An Australian volunteer who was doing whatever volunteers do in PNG.
I was there for 2 years until Dec 2005 .. I hope I made the most of it.

Wednesday, January 19, 2005

The Current Power Saga

Life in a developing country obviously has it's issues. And so it is that we are currently having a drama with the reliability of power.

Last year the blackouts were numerous. You could usually count on the power switching itself off at some point during a week, but not really for more than an hour. At the moment it is a different story.

It started with a typical weekend of scheduled outages. PNG Power, the national electrical supplier, announced that it would be conducting power shedding on the weekend, so maintenance could be performed upon a generator or two at the Yonki hydro power station, the power station that supplies, Lae, Madang and Goroka.

This is not so untypical. There were quite a few of these last year. The uni however seems to cop it more than other parts of the city. PNG Power supposedly has a two hour on and two hour off rotation system, but it usually more like one hour on and 3-4 hours off here. Overnight on Saturday night we had 13 hours off. It gave me a chance to defrost the ice out of my freezer on Sunday morning though as it was already happening.

So on Monday morning when the power is supposed to return, I am just about to walk into my office when I hear an almighty bang. It comes from the next building. I turn around have a look, expecting to see smoke, check to see smoke, hear some laughter, so I end up walk into my building and putting it down to someone blowing up a TV, as the building is the electrical engineering departments.

Later it turns out the bang was from a step-down transformer that just so happens to provide power for about three building including ours. So when the rest of the university's power came back online at 9 from the scheduled outages, we were still in the dark. It is a bit hard to finish off my reports or write some work instructions up when I have no juice to run my computer. So in the end we did as much as possible and then went for a run into town.

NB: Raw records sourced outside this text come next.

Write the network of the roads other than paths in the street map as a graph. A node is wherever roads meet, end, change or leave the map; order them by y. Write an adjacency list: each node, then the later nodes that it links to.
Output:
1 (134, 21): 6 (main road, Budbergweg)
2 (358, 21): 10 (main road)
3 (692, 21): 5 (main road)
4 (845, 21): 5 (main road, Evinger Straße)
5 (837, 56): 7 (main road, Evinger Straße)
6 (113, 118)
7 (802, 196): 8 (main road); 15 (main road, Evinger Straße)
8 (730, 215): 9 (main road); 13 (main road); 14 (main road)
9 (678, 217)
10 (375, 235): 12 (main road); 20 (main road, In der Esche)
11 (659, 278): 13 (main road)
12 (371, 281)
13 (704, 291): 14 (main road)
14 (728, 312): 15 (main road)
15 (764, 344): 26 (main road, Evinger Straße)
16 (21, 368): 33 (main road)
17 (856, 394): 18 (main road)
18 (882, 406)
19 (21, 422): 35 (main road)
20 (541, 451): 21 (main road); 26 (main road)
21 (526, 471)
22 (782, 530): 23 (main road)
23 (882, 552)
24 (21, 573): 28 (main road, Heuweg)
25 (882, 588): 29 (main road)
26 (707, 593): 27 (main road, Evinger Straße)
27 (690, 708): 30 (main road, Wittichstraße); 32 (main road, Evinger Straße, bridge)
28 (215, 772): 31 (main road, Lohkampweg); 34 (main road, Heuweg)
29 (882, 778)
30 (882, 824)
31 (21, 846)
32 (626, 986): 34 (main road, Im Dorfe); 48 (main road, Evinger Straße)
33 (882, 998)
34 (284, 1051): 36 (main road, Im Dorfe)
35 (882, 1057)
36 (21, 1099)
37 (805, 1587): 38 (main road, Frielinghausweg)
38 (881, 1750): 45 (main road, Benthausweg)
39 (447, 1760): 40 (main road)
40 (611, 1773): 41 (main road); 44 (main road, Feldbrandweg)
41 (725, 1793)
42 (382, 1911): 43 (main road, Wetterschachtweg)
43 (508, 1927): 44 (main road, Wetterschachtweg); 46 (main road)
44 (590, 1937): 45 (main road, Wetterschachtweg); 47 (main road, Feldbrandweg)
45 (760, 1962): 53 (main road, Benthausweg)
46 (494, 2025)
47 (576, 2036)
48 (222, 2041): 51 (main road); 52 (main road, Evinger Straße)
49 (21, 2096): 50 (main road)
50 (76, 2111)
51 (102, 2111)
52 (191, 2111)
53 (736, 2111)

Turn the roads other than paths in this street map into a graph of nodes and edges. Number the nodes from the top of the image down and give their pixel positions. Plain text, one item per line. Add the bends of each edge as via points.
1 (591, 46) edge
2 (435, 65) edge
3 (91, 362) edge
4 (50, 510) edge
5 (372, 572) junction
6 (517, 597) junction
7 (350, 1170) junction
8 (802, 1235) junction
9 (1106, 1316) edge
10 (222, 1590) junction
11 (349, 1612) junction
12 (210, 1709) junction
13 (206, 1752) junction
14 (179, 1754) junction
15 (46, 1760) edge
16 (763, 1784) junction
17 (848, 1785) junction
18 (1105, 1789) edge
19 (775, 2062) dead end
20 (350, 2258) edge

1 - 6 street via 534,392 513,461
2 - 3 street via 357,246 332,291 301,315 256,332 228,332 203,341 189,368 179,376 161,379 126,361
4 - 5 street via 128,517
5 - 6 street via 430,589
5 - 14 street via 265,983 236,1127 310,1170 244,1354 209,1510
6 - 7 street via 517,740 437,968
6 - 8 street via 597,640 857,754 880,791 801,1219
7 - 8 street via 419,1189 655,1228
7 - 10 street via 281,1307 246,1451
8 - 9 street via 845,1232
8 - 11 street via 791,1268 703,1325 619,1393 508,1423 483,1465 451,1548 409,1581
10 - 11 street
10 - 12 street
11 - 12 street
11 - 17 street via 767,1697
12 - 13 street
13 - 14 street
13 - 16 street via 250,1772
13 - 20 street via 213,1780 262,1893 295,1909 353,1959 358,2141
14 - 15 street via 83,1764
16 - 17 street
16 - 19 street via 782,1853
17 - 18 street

The word from the electrical engineering department turns out that it could take all week to fix the transformer. They basically need a new one from PNG Power, who don't have one at present. So on Tuesday we arrange to get a generator hooked up to our office which enables me to get the files I need off my PC which I then take home to work on my laptop.

As I am heading home yesterday, I discover that the rest of the university is without power as well. I ask someone what the story is with it this time and it now turns out that the uni has not paid its power bill! PNG Power had just switched the whole administrative campus off.

This happens regularly in PNG. It seems even institutions here are not so reliable at paying their bills. Last year the government did not pay it's power bill so they switched off the power to parliament house while they were having a session. Out of note, PNG Power will give you one month to pay your bill before they do the switch off.

Luckily I keep my bill paid so I currently have power at home, which is where I am currently typing this up. This morning I rang up my boss to check if the transformer was fixed found out it wasn't so decided to stay at home and work.

Ahh the joys of a developing country.